### Task statement
Look through the entries for the string "Lane" and copy every line where it shows up.

Stored data entries
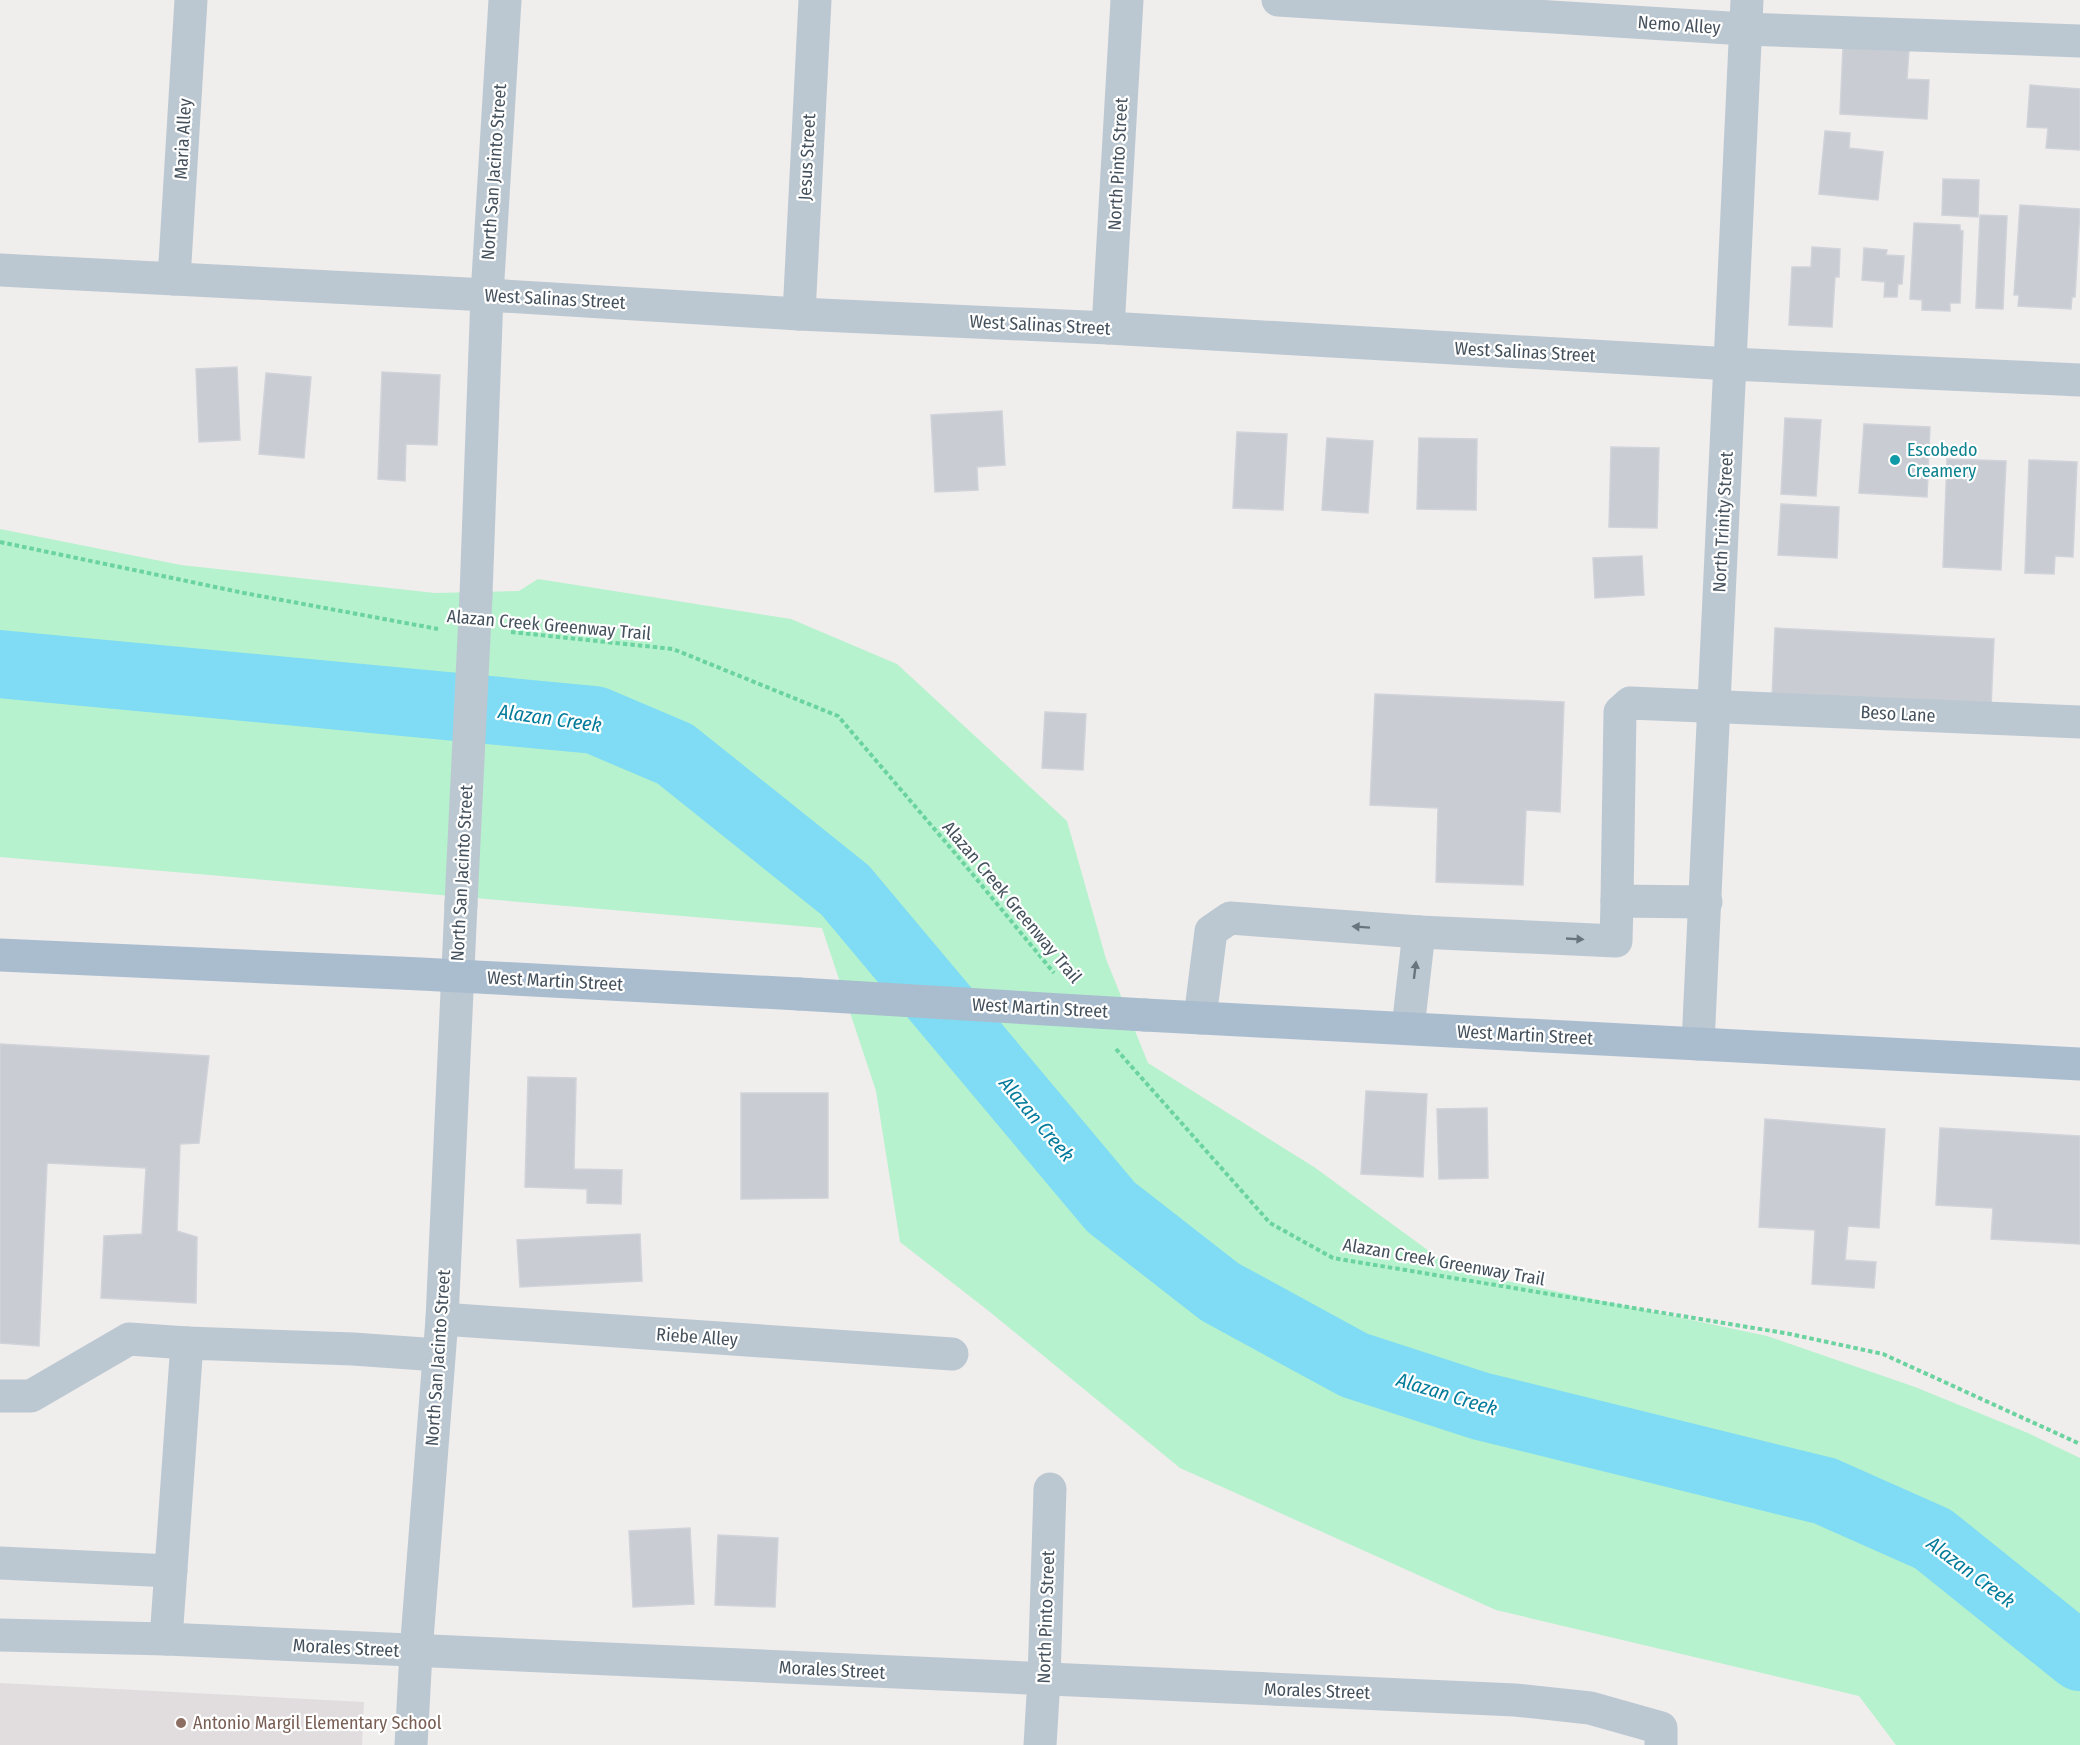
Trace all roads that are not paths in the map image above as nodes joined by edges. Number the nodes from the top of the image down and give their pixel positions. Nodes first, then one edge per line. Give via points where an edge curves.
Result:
1 (191, 0) edge
2 (505, 0) edge
3 (815, 0) edge
4 (1127, 0) edge
5 (1278, 0) edge
6 (1746, 15) edge
7 (2080, 41) edge
8 (0, 270) edge
9 (174, 279) junction
10 (487, 295) junction
11 (799, 314) junction
12 (1108, 328) junction
13 (1731, 364) junction
14 (2080, 380) edge
15 (1715, 705) junction
16 (2080, 722) edge
17 (1617, 901) junction
18 (1706, 902) junction
19 (1419, 932) junction
20 (0, 955) edge
21 (457, 976) junction
22 (1200, 1018) junction
23 (1408, 1029) junction
24 (1698, 1044) junction
25 (2080, 1064) edge
26 (442, 1319) junction
27 (187, 1343) junction
28 (438, 1354) junction
29 (952, 1354) dead end
30 (0, 1396) edge
31 (1050, 1490) dead end
32 (0, 1563) edge
33 (171, 1570) junction
34 (0, 1635) edge
35 (166, 1639) junction
36 (416, 1652) junction
37 (1044, 1679) junction
38 (1661, 1736) edge
39 (411, 1745) edge
40 (1040, 1745) edge

1 - 9 street, Maria Alley
2 - 10 street, North San Jacinto Street
3 - 11 street, Jesus Street
4 - 12 street, North Pinto Street
5 - 6 street, Nemo Alley
6 - 7 street, Nemo Alley
6 - 13 street, North Trinity Street
8 - 9 street, West Salinas Street
9 - 10 street, West Salinas Street
10 - 11 street, West Salinas Street
10 - 21 street, North San Jacinto Street, bridge
11 - 12 street, West Salinas Street
12 - 13 street, West Salinas Street
13 - 14 street, West Salinas Street
13 - 15 street, North Trinity Street
15 - 16 street, Beso Lane
15 - 17 street, Beso Lane via 1630,703 1620,712
15 - 18 street, North Trinity Street
17 - 18 street
19 -> 17 street, Beso Lane via 1616,941
18 - 24 street, North Trinity Street
19 -> 22 street via 1230,918 1210,931
23 -> 19 street
20 - 21 main road, West Martin Street
21 - 22 main road, West Martin Street, bridge
21 - 26 street, North San Jacinto Street
22 - 23 main road, West Martin Street
23 - 24 main road, West Martin Street
24 - 25 main road, West Martin Street
26 - 28 street, North San Jacinto Street
26 - 29 street, Riebe Alley
27 - 28 street
27 - 30 street via 129,1339 32,1396
27 - 33 street
28 - 36 street, North San Jacinto Street
31 - 37 street, North Pinto Street
32 - 33 street
33 - 35 street
34 - 35 street, Morales Street
35 - 36 street, Morales Street
36 - 37 street, Morales Street
36 - 39 street, North San Jacinto Street
37 - 38 street, Morales Street via 1515,1700 1590,1708
37 - 40 street, North Pinto Street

### Problem solution
15 - 16 street, Beso Lane
15 - 17 street, Beso Lane via 1630,703 1620,712
19 -> 17 street, Beso Lane via 1616,941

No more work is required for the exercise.